- DATA UNDER STUDY:
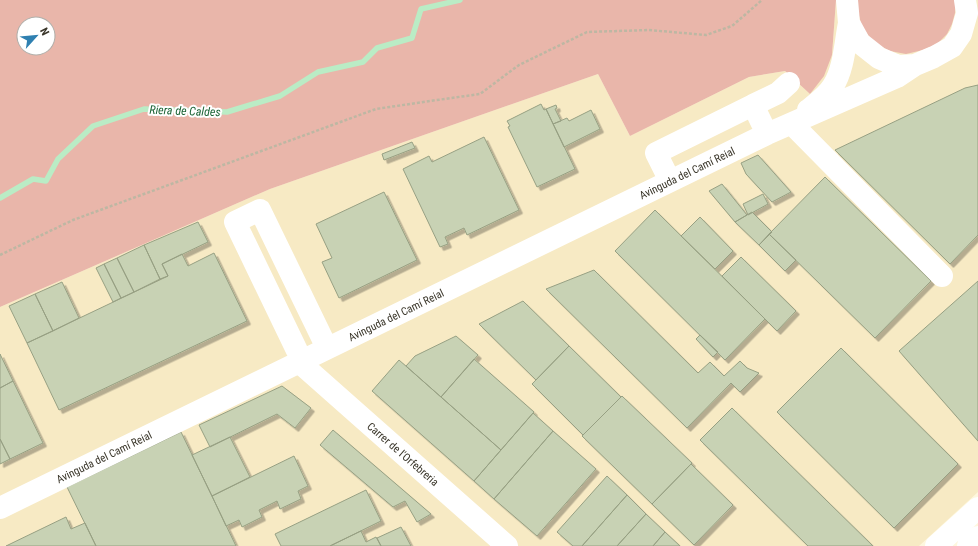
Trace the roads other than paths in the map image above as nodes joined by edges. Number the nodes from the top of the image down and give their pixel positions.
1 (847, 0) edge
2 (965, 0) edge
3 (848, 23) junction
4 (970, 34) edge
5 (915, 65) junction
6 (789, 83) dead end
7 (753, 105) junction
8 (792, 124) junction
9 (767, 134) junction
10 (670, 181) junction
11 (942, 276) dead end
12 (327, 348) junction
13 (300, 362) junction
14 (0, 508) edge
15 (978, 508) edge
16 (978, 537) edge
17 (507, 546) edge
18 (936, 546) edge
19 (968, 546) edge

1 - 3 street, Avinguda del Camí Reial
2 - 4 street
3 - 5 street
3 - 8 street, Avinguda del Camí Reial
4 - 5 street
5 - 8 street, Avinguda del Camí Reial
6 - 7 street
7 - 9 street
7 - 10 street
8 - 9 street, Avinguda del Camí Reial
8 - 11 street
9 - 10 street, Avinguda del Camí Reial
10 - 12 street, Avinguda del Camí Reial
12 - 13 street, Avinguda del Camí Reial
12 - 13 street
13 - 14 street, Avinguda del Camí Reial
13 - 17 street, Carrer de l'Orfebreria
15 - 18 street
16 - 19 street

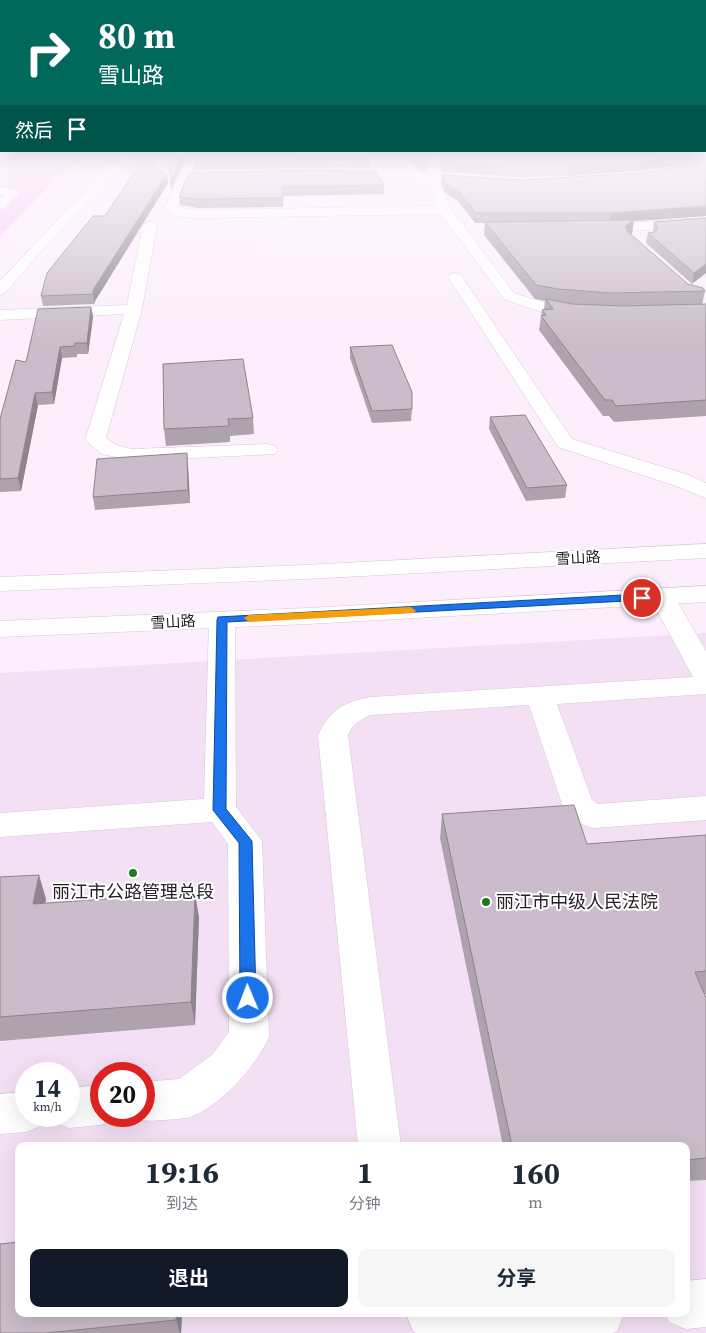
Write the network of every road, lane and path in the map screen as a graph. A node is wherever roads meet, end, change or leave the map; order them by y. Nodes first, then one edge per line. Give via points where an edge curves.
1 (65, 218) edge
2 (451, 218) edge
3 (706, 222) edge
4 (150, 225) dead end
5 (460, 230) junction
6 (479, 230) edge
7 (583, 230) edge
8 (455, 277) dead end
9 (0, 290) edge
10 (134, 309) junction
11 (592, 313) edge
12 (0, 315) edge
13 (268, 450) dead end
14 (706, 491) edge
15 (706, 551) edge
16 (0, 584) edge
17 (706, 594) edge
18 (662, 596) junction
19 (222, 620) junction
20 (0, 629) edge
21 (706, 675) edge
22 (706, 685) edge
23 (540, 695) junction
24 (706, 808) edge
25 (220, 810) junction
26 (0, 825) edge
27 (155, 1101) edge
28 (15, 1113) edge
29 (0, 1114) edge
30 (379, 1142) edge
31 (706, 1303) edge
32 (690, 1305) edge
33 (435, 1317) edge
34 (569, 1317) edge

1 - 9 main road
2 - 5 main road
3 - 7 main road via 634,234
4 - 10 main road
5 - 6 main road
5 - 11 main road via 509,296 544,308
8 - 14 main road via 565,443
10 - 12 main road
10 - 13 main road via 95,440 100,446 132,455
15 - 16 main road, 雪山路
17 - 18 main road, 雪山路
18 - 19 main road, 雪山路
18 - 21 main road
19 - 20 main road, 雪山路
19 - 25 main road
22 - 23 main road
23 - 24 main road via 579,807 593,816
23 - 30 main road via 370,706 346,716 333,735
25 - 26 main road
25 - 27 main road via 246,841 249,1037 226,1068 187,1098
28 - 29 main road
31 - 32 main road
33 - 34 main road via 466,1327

- EXERCISE INSTRUCTIONS: Once a line of the records is found to contain "Reial", copy it out.

- YOUR RESPONSE:
1 - 3 street, Avinguda del Camí Reial
3 - 8 street, Avinguda del Camí Reial
5 - 8 street, Avinguda del Camí Reial
8 - 9 street, Avinguda del Camí Reial
9 - 10 street, Avinguda del Camí Reial
10 - 12 street, Avinguda del Camí Reial
12 - 13 street, Avinguda del Camí Reial
13 - 14 street, Avinguda del Camí Reial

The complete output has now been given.